### [Material shown]
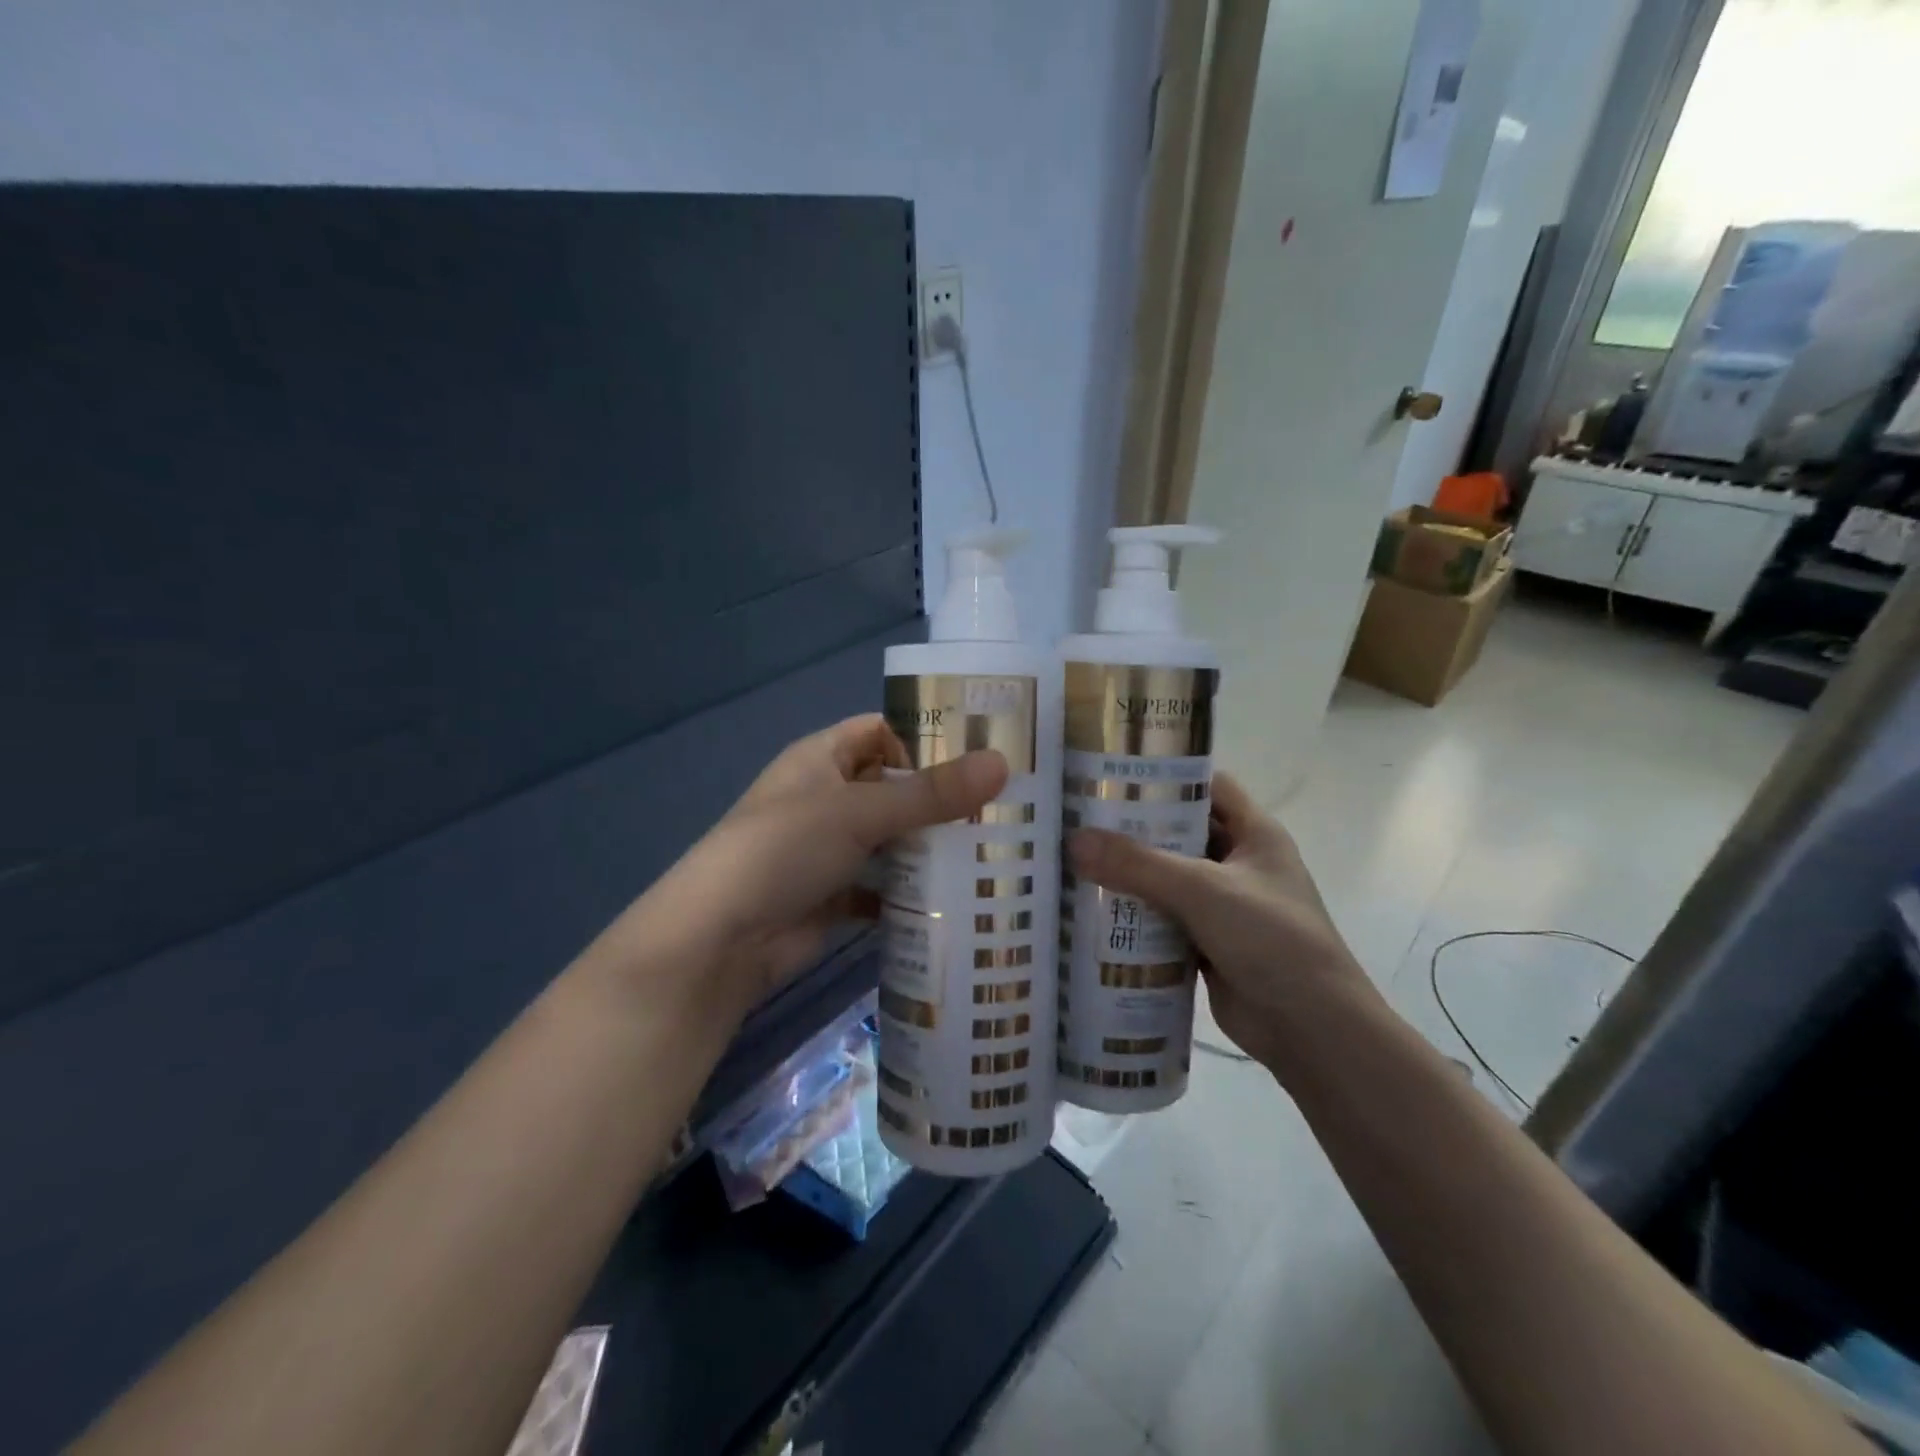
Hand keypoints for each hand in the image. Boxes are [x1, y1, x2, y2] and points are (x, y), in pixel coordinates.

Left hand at [634, 715, 1007, 1015]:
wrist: (720, 941)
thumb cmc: (785, 850)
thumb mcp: (860, 812)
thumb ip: (931, 793)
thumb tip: (1002, 763)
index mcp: (820, 758)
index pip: (881, 731)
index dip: (927, 735)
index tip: (984, 749)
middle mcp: (825, 798)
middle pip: (892, 787)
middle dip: (940, 797)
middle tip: (1004, 804)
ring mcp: (828, 849)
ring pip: (890, 838)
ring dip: (930, 846)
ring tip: (994, 848)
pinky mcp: (833, 895)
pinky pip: (882, 885)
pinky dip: (910, 892)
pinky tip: (955, 900)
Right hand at [1069, 773, 1374, 1074]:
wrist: (1312, 1030)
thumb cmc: (1271, 939)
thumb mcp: (1203, 890)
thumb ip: (1138, 864)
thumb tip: (1074, 840)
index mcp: (1255, 834)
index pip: (1208, 786)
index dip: (1167, 776)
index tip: (1115, 775)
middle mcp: (1240, 863)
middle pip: (1180, 833)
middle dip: (1135, 828)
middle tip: (1080, 820)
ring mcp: (1224, 906)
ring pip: (1168, 878)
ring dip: (1130, 875)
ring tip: (1076, 861)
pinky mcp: (1208, 943)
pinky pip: (1164, 919)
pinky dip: (1135, 916)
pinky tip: (1094, 912)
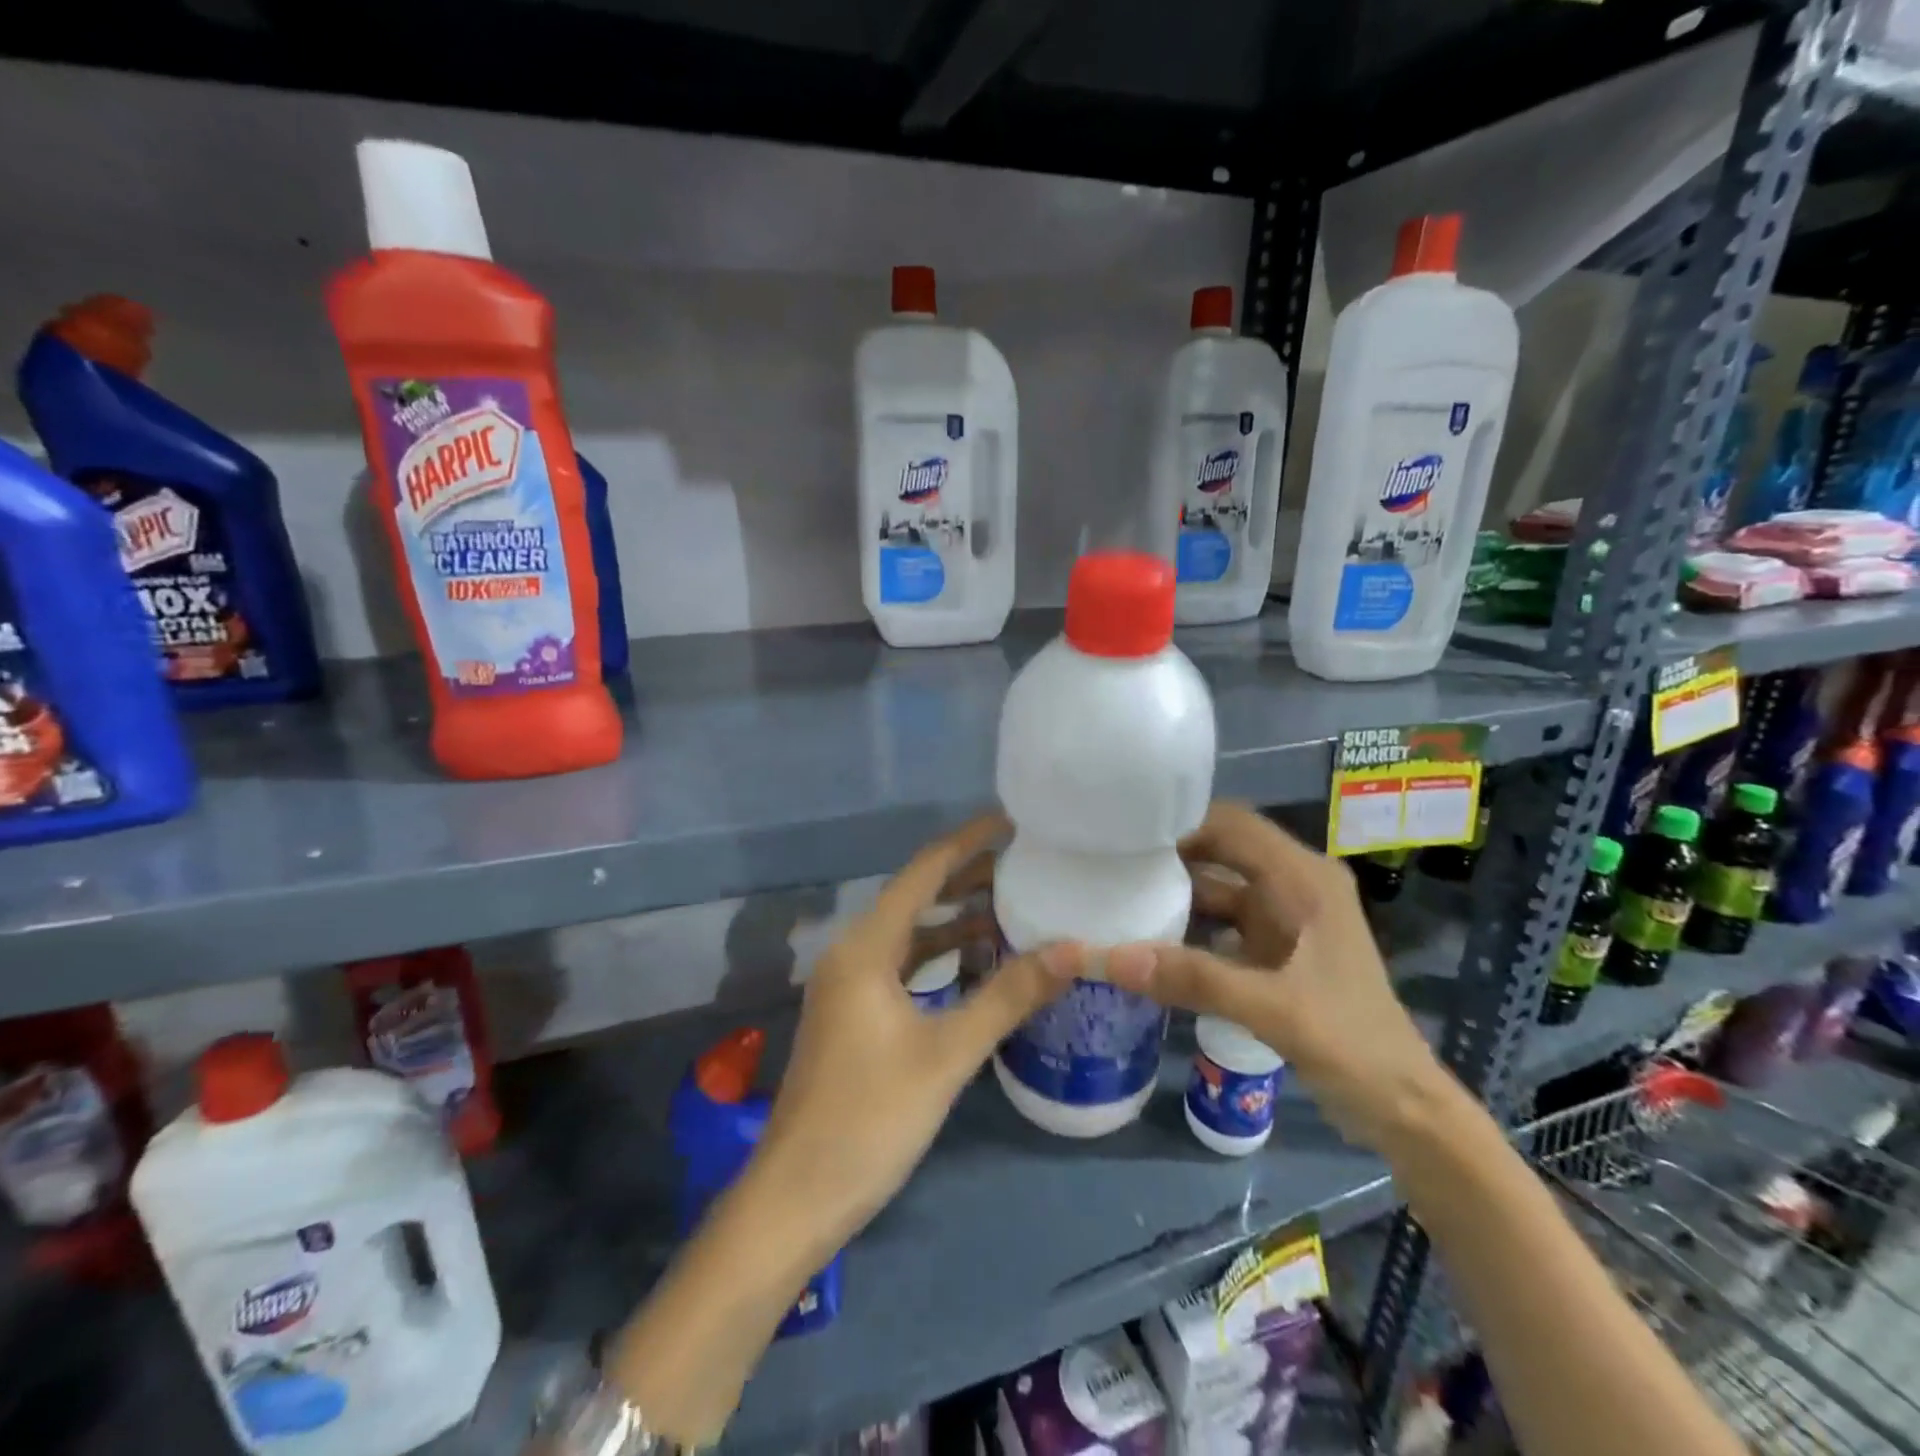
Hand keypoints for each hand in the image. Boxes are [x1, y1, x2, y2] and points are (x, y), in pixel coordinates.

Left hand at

### [What the exercise asks]
Lines from the one containing "thumb tip: (1074, 840)" through the final line of the entries above are to be retyped exactly, with every picture left out.

### [Written reply]
thumb tip: (1074, 840)
index mcp: (1255, 834)
index pip: (1208, 786)
index dip: (1167, 776)
index tip: (1115, 775)
middle mcp: (1240, 863)
middle pip: (1180, 833)
middle dip: (1135, 828)
middle tip: (1080, 820)
ring mcp: (1224, 906)
ring pip: (1168, 878)
ring dip: (1130, 875)
ring tip: (1076, 861)
pinky mcp: (1208, 943)
pinky pip: (1164, 919)
pinky dip: (1135, 916)
pinky tip: (1094, 912)
Hand keypoints for each hand in the image. Boxes are [x1, y1, x2, y2] and points are (x, y), in pixel coordinates.

Left hand at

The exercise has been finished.